Description :

- Own end-to-end technical design and architecture of batch and streaming data pipelines

- Lead development of high-throughput, low-latency data processing systems using Java

- Design and implement real-time streaming solutions (event ingestion, processing, aggregation)

- Drive code quality, performance optimization, and scalability across systems

- Review code, mentor engineers, and set engineering best practices

- Collaborate with product, platform, infra, and security teams to deliver production-grade solutions

- Ensure data reliability, fault tolerance, and observability (metrics, logs, alerts)

- Automate operational workflows and deployment pipelines

- Participate in capacity planning, cost optimization, and system tuning

- Stay current with evolving Big Data and streaming ecosystems and evaluate new technologies

Required Skills & Experience :

Core Technical Skills :

- Strong proficiency in Java (multithreading, concurrency, JVM tuning)

- Hands-on experience with distributed data processing frameworks :

1. Apache Spark (Core, SQL, Streaming / Structured Streaming / Apache Flink)

2. Apache Kafka (producers, consumers, partitions, offsets, exactly-once semantics)
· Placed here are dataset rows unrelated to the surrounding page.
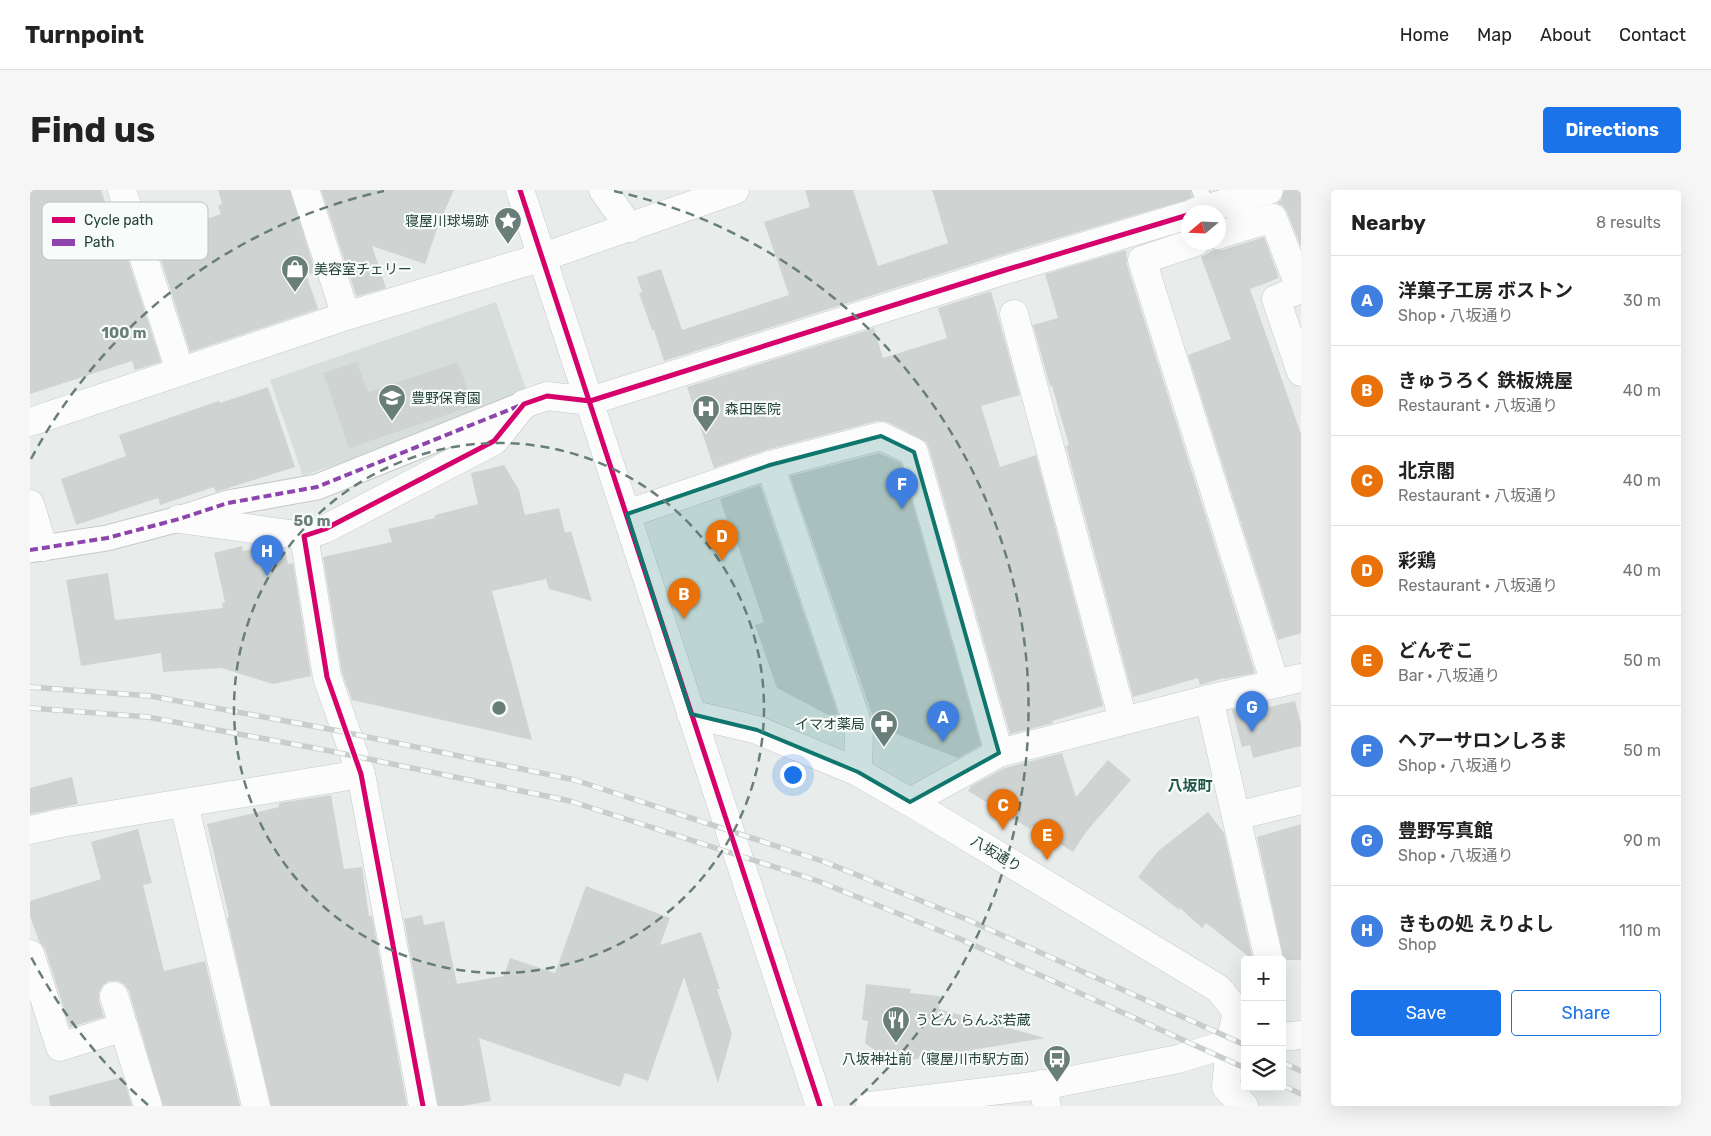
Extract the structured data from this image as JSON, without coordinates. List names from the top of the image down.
{
  "streets": {
    "street": ["八坂通り"]
  },
  "districts": ["八坂町"],
  "places": {
    "place": ["寝屋川球場跡"],
    "shop": ["美容室チェリー"],
    "school or university": ["豊野保育園"],
    "hospital": ["森田医院"],
    "pharmacy": ["イマオ薬局"],
    "restaurant": ["うどん らんぷ若蔵"],
    "bus stop": ["八坂神社前（寝屋川市駅方面）"]
  },
  "legend": ["Cycle path", "Path"],
  "north": "left",
  "page": {
    "header": "Turnpoint",
    "nav": [
      "Home",
      "Map",
      "About",
      "Contact"
    ],
    "buttons": [
      "Directions",
      ["Save", "Share"]
    ],
    "title": "Find us",
    "heading": ["Nearby", "8 results"],
    "list": [
      {
        "mark": "A",
        "name": "洋菓子工房 ボストン",
        "note": "Shop · 八坂通り",
        "value": "30 m"
      },
      {
        "mark": "B",
        "name": "きゅうろく 鉄板焼屋",
        "note": "Restaurant · 八坂通り",
        "value": "40 m"
      },
      {
        "mark": "C",
        "name": "北京閣",
        "note": "Restaurant · 八坂通り",
        "value": "40 m"
      },
      {
        "mark": "D",
        "name": "彩鶏",
        "note": "Restaurant · 八坂通り",
        "value": "40 m"
      },
      {
        "mark": "E",
        "name": "どんぞこ",
        "note": "Bar · 八坂通り",
        "value": "50 m"
      },
      {
        "mark": "F",
        "name": "ヘアーサロンしろま",
        "note": "Shop · 八坂通り",
        "value": "50 m"
      },
      {
        "mark": "G",
        "name": "豊野写真館",
        "note": "Shop · 八坂通り",
        "value": "90 m"
      },
      {
        "mark": "H",
        "name": "きもの処 えりよし",
        "note": "Shop",
        "value": "110 m"
      }
    ],
    "pins": [
      "F",
      "D",
      "H",
      "B",
      "G",
      "A",
      "C",
      "E"
    ],
    "map_buttons": ["+", "−"]
  },
  "rings": ["100 m", "50 m"]
}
- Solid understanding of batch + streaming architectures (Lambda / Kappa patterns)

- Experience with Hadoop ecosystem components (HDFS, Hive, YARN or equivalents)

Data & Storage :

- Strong knowledge of relational databases (PostgreSQL, MySQL)

- Experience with NoSQL / distributed datastores (HBase, Cassandra, MongoDB, Pinot etc.)
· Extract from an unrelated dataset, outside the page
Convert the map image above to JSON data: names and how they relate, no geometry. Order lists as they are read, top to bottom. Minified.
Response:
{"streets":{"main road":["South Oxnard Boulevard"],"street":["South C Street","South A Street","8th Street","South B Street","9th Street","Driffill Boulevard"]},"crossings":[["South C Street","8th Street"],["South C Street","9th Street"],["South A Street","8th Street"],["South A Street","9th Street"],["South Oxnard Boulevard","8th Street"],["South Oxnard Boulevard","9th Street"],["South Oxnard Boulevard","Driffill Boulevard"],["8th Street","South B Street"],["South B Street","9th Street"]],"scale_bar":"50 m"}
- Understanding of data modeling, partitioning, and schema evolution

Platform & Operations :

- Experience with Linux-based systems and production deployments

- Exposure to containerization and orchestration (Docker, Kubernetes preferred)

- Familiarity with monitoring and observability tools (Grafana, Prometheus, ELK, etc.)

- Experience with CI/CD pipelines and automated testing frameworks

Leadership & Soft Skills :

- Proven experience leading technical teams and driving delivery

- Strong problem-solving and debugging skills in complex distributed systems

- Ability to take ownership of critical systems and make architectural decisions

- Excellent communication skills to work with cross-functional stakeholders

- Comfortable working in a fast-paced, evolving data ecosystem

Good to Have (Plus Skills) :

- Experience with Flink / Kafka Streams / real-time analytics

- Exposure to cloud-native data platforms (AWS, GCP, Azure)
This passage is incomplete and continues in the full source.